Los primeros minutos de Las vacaciones de Hilda, primer largometraje de Agustín Banchero (Montevideo, 1987), que llega este jueves a las salas de Uruguay, nos preparan para la historia que vendrá a continuación. Afuera está la ansiedad de los tiempos que corren, exacerbada por la pandemia; dentro de la sala de cine los tiempos van a ser otros. La película nos pide paciencia mientras nos presenta algunos de sus artificios: filtros visuales sobre un agua omnipresente, junto a la música casi hipnótica creada por Daniel Yafalian. Durante las primeras escenas, una minúscula presencia moviéndose en la pantalla busca recordarnos que estamos ante una ficción, y sin embargo Hilda llega para que lo olvidemos de inmediato.

Todo gira alrededor de ella, y por lo tanto todo gira alrededor de Carla Moscatelli, cuya actuación podría ser definida como un tour de force si ella no la hiciera parecer tan fácil.
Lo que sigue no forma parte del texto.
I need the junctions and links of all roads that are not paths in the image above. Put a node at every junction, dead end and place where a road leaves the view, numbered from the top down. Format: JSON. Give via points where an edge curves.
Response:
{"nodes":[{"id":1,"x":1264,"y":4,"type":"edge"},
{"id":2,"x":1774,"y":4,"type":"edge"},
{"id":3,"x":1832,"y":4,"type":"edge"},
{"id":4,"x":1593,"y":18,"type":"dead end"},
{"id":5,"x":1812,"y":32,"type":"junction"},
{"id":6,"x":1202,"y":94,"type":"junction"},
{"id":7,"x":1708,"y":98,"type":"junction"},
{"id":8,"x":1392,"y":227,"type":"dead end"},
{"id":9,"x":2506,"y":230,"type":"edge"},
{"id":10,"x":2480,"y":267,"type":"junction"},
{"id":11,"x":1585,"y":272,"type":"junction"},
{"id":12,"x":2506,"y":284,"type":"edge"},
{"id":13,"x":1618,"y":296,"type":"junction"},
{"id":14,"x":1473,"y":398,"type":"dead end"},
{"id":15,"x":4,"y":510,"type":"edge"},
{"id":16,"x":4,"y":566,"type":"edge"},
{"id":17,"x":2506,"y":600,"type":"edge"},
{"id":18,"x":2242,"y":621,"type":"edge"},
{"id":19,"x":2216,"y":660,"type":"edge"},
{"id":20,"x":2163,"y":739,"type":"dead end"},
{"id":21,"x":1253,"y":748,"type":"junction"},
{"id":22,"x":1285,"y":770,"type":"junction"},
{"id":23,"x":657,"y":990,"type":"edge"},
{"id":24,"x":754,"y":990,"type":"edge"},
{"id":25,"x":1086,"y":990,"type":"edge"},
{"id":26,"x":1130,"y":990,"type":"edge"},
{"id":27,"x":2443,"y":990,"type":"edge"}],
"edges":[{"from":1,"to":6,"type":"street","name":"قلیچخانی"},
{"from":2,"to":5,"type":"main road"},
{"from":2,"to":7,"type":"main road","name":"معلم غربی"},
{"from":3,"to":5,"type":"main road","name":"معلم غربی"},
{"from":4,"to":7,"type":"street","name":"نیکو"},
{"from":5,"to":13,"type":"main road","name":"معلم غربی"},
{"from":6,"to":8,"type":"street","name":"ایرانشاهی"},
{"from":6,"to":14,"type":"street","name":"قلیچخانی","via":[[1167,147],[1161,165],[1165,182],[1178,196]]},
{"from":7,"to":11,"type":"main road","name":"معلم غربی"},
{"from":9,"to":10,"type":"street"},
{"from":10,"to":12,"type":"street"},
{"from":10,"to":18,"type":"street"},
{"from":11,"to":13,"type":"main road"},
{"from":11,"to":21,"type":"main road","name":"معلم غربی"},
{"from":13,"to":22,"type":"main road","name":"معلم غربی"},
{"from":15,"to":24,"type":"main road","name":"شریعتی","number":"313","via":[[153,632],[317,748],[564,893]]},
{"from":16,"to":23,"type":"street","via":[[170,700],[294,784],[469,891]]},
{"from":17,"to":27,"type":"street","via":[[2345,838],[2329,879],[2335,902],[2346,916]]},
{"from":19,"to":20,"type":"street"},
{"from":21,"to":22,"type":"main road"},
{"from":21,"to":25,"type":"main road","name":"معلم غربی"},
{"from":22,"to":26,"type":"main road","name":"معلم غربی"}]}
Su personaje, una mujer sola y solitaria, se va delineando con el correr de los minutos, muchas veces a través del espacio negativo. Conocemos a Hilda más por lo que calla que por lo que dice. Por lo que los otros devuelven de sus interacciones con ella. Por las camas vacías en un dormitorio infantil. Por la cantidad de veces que les da la espalda a los espectadores, marcando la distancia.

Estoica. Inexpugnable. Tanto, que solamente sabemos su nombre por el título de la película, ya que en los 88 minutos no se la nombra. Hilda es una arquitecta que vive en el interior de Uruguay, ese interior urbano que acabamos de ver (con un tono completamente distinto) en La teoría de los vidrios rotos, de Diego Parker Fernández. En el pueblo de Concepción y sus alrededores, el empleado de un silo puede tomarse todo el tiempo del mundo para abrir una portera. La anciana madre de Hilda se toma todo el tiempo del mundo dentro del baño. Y la protagonista tiene permiso de perderse en la contemplación de una mancha de humedad.

La expectativa por la visita de su hijo parece ser justo lo que se necesitaba para que esta mujer imperfecta volviera a florecer, aunque solamente sea por unos minutos. Para arreglar la mancha de humedad (o conseguir quien lo haga) y cantar un tema de Los Iracundos a viva voz. Hay una Hilda golpeada que quiere ponerse de pie, aunque la historia le tiene reservados nuevos golpes, algunos mucho más gráficos que otros.

Las vacaciones de Hilda son dos películas en una, y la segunda es la que interpreta el título en forma literal. Como si fuera su propia precuela, volveremos el tiempo para entender un poco más, o ignorar un poco menos, acerca de su vida. Del invierno en Concepción pasamos a un verano en la costa, junto a los protagonistas de la fotografía familiar que la cámara nos mostró durante la primera parte.

En ese quiebre, doloroso quiebre, se da paso a una historia con otro ritmo. Con más diálogos, porque ahora Hilda está rodeada de sus hijos y junto a su marido. Irónicamente, estas escenas llenas de vida generan tensión en el espectador, porque las ausencias pueden tener los motivos más diversos. Así que algo tan inocente como la ida de dos niños al mar puede convertirse en la antesala de una tragedia.

Mientras nada explota, somos testigos de una relación de pareja que está como aquella rana que se encuentra en una olla con agua (otra vez agua) cuya temperatura sube en forma lenta, hasta el predecible final. La actuación de Edgardo Castro en este verano de risa, sexo y peleas colabora para mostrarnos otra foto de esa familia, diferente a la del portarretratos visto en el invierno, aunque visualmente sea exactamente igual.

Banchero, director y guionista, no tiene la intención de darnos respuestas sencillas. Habrá suficientes pistas como para construir un relato que una la segunda parte con la primera, siempre y cuando aceptemos que estamos ante una narradora confiable. También volverán los artificios, como un par de caras conocidas que reaparecen donde no deberían estar o la decisión de encuadrar ese verano de una forma diferente al invierno.

La carga simbólica de esta película no dificulta su comprensión, sino que enriquece la experiencia cinematográfica. La fotografía se combina con la ambientación sonora y con un elenco muy ajustado, que juega para que Moscatelli se luzca en el más amplio espectro de emociones. Las vacaciones de Hilda es un gran juego de equipo con dos capitanes, uno de cada lado de la cámara, que hilvanan una historia cuyo final podría llegar en cualquier momento. Y eso se siente.